TASK BRIEF: Scan the listing below for the word "Rafael" and copy every line that has it.
:::::
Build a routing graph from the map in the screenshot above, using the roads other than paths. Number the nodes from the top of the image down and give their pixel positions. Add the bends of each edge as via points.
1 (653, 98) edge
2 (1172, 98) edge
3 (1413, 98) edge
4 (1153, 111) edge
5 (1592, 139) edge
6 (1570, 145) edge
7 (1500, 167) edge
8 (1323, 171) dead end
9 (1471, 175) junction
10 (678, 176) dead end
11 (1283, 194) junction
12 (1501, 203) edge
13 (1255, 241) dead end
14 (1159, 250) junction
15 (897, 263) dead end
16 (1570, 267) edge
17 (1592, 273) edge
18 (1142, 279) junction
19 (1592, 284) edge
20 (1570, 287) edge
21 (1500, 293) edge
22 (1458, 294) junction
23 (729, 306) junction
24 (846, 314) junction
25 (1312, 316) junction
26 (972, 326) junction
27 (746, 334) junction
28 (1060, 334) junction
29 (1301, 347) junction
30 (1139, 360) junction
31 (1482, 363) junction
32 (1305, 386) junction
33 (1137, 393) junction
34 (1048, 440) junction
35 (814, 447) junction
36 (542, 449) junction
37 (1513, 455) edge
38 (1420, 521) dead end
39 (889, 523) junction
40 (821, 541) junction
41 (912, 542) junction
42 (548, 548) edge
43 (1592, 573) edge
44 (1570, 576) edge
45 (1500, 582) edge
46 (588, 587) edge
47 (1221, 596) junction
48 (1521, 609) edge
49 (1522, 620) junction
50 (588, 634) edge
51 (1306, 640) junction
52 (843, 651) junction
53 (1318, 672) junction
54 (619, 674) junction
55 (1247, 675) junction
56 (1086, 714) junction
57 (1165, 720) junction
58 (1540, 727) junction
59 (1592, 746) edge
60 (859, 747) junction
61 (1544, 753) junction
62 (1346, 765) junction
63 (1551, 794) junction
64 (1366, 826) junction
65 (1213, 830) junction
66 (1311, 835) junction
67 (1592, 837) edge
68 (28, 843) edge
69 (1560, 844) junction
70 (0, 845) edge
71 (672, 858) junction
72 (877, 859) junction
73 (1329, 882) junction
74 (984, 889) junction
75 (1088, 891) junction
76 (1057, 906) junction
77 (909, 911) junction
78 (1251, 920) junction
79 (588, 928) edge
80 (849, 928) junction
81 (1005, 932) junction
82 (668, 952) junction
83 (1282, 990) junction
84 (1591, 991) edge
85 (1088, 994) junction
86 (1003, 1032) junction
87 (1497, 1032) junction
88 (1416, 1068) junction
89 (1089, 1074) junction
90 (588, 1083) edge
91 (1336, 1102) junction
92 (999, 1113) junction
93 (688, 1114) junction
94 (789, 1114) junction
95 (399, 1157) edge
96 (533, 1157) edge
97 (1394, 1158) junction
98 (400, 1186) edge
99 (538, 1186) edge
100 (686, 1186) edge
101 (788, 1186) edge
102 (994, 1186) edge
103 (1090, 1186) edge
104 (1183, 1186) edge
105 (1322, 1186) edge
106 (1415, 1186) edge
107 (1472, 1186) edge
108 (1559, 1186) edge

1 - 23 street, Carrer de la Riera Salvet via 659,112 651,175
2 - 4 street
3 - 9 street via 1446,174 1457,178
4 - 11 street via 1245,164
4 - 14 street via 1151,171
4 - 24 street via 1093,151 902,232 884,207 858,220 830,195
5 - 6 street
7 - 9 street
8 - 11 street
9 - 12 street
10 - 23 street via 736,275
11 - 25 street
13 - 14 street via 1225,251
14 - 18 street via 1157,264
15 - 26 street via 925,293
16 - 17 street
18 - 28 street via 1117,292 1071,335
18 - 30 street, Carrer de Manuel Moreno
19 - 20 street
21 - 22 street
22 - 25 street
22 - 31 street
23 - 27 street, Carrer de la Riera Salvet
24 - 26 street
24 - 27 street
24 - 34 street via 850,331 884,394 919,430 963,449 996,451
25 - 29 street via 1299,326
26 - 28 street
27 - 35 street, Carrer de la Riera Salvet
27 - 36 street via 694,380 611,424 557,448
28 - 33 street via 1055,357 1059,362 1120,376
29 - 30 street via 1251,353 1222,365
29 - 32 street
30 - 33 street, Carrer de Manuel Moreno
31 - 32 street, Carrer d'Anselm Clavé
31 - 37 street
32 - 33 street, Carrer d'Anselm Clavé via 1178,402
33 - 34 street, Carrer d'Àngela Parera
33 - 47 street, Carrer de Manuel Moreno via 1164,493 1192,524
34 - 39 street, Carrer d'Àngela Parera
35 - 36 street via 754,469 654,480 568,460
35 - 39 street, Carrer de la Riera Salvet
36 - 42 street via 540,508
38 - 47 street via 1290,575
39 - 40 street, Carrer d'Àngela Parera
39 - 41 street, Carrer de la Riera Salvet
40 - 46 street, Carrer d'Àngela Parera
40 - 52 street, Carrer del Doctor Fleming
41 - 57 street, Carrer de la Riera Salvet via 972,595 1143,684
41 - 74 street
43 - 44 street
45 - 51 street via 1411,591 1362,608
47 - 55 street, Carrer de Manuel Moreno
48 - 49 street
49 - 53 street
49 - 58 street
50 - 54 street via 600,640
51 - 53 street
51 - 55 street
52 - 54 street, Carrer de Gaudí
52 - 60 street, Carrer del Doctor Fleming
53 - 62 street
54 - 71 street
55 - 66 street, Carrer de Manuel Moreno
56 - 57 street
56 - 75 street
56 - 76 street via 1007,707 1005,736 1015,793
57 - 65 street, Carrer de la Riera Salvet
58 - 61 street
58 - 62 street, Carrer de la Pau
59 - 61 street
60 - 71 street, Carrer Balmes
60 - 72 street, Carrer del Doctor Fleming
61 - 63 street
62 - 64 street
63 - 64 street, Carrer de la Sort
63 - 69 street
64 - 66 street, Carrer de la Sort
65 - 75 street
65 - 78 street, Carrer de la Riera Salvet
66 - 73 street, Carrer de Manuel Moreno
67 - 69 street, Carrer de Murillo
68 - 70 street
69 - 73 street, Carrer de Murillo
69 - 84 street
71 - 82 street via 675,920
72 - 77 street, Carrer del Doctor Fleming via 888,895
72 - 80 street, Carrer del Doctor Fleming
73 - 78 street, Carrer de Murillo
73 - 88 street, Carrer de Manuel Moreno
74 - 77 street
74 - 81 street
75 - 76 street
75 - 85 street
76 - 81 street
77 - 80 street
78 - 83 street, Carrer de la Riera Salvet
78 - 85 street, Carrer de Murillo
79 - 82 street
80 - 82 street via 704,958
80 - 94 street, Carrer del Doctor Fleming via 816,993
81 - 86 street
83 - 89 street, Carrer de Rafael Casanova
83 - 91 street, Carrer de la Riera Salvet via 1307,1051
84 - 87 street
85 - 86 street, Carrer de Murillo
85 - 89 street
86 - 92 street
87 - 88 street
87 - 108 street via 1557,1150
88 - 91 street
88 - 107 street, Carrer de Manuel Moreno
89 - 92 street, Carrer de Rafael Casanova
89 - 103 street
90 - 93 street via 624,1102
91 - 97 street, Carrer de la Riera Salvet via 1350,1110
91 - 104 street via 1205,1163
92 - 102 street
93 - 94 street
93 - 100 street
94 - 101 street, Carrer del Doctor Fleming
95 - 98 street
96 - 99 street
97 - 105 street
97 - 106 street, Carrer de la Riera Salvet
:::::
EXERCISE SOLUTION:
83 - 89 street, Carrer de Rafael Casanova
89 - 92 street, Carrer de Rafael Casanova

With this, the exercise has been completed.